Quality control of sequence data
We performed WES in six cases of DSRCT that, on the basis of previously published results of transcriptome profiling, microRNA (miRNA) in situ hybridisation (ISH), and IHC assays, were divided into three groups that recapitulated the traits of mesenchymal–epithelial reverse transition (MErT), hybrid/partial EMT, and EMT [9]. After alignment of raw reads, we evaluated the quality of data in terms of coverage and sample purity. Analysis with Conpair showed that each tumor-normal pair was correctly matched: a sample concordance > 99% and negligible levels of cross-sample contamination among tumor-normal pairs were observed (Additional file 1: Figure S2a, b).
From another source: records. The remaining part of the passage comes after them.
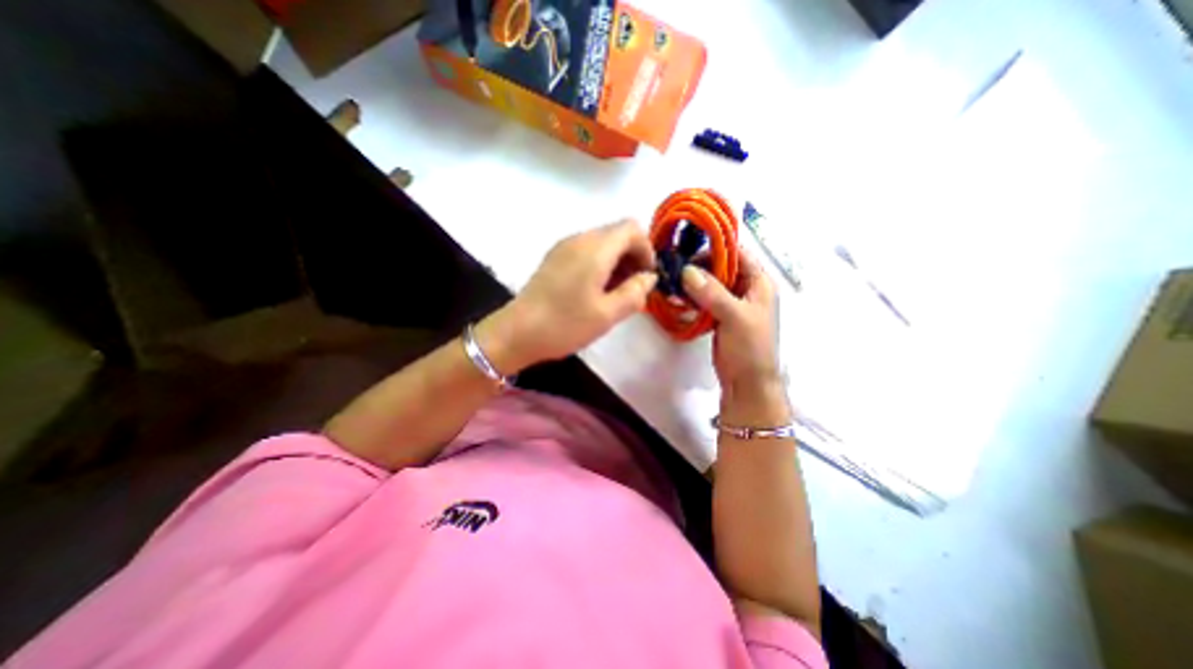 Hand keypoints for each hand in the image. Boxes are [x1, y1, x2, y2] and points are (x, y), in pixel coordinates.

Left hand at [478, 219, 660, 371]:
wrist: (517, 332)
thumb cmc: (565, 324)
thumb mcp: (608, 314)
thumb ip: (635, 292)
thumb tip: (649, 277)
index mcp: (595, 248)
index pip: (632, 229)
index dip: (646, 250)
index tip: (646, 278)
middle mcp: (579, 239)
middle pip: (617, 233)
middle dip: (632, 256)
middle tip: (633, 288)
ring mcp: (564, 247)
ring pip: (601, 242)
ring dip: (616, 261)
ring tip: (615, 293)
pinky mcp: (554, 258)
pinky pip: (586, 251)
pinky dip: (600, 264)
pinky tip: (595, 290)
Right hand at [680, 249, 784, 395]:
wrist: (747, 382)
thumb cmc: (750, 348)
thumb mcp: (735, 317)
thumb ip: (712, 293)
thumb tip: (686, 271)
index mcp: (758, 283)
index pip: (738, 253)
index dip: (715, 247)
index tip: (689, 248)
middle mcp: (746, 288)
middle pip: (721, 267)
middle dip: (698, 266)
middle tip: (675, 268)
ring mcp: (731, 303)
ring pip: (710, 283)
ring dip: (692, 282)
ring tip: (672, 282)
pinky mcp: (719, 315)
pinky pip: (704, 299)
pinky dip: (691, 297)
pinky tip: (677, 298)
The mean coverage, after removal of duplicate reads, ranged from 109.4× to 123.9× for tumor samples and from 52.3× to 71.7× for normal samples (Additional file 1: Figure S2c). We also estimated the percentage of target bases covered at least 50× that ranged from 71.4% to 88.8% for tumor samples and from 46.0% to 71.9% for normal samples (Additional file 1: Figure S2d).
After variant calling and filtering to remove possible artefacts and false positive variants (see criteria in Additional file 1: Figure S1), we identified 137 somatic mutations affecting 135 genes (listed in Additional file 2: Table S1).
Mutation spectrum across the cases
Each case was characterized by a sizeable number of mutations: from 8 to 33 mutations per case (mean, 23) (Fig. 1a). The number of mutations for each case according to chromosomal location indicated a non-preferential pattern of distribution (Fig. 1a) and a positive correlation between the total number of mutations/chromosome and chromosome length (Pearson’s r = 0.67). A consistent proportion of mutations were categorized as missense or intronic, followed by silent mutations (Fig. 1b).
Figure 2 shows the inter-patient heterogeneity of mutated genes across the six DSRCT cases. Among them, 135 were case-specific and only two genes, mucin 19 (MUC19) and glucuronidase, beta pseudogene (GUSBP1), were found mutated in two cases but in different positions.
Comparison between the mutational profile and COSMIC mutational signatures
Before surgery, all patients had received 3–6 cycles of multi-drug chemotherapy including one or two alkylating agents [9]. To evaluate whether the identified mutations may have been due to the dominant effect of chemotherapy, we tested 30 mutational signatures from COSMIC in the aggregated list of our 137 somatic mutations. The comparison between the observed (Fig. 3a) versus the reconstructed (Fig. 3b) mutational profiles with an irrelevant error (Fig. 3c) indicated that the DSRCT profile essentially derived from the contribution of three mutational signatures denominated in COSMC as 1, 3 and 29 (respective weights: 0.36, 0.26, and 0.10); the mutational signature associated with treatment with alkylating agents (signature 11, weight = 0) did not contributed to mutational profile.
Mutated genes, associated pathways, and manual curation
Functional analysis by using IPA indicated that the 135 genes affected by damaging mutations in DSRCTs caused enrichment in the following biological pathways: DNA damage response (DDR) of kidney cell lines, DNA damage, delay in repair of DNA, repair of DNA, DNA damage checkpoint, and DDR of epithelial cell lines (all P < 0.001) (Fig. 4a).
Manual curation of the list of mutated genes was based on the recent evidence that genes encoding RNA-binding proteins (RBPs) and DNA/RNA-binding proteins (DRBPs) as well as other genes related to RNA machinery are strictly connected to DDR [23] and on our previous data [9]. According to this section, we found that 27% of the 135 mutated genes belonged to the DDR network (Fig. 4b) or to MErT/EMT process (Fig. 4c).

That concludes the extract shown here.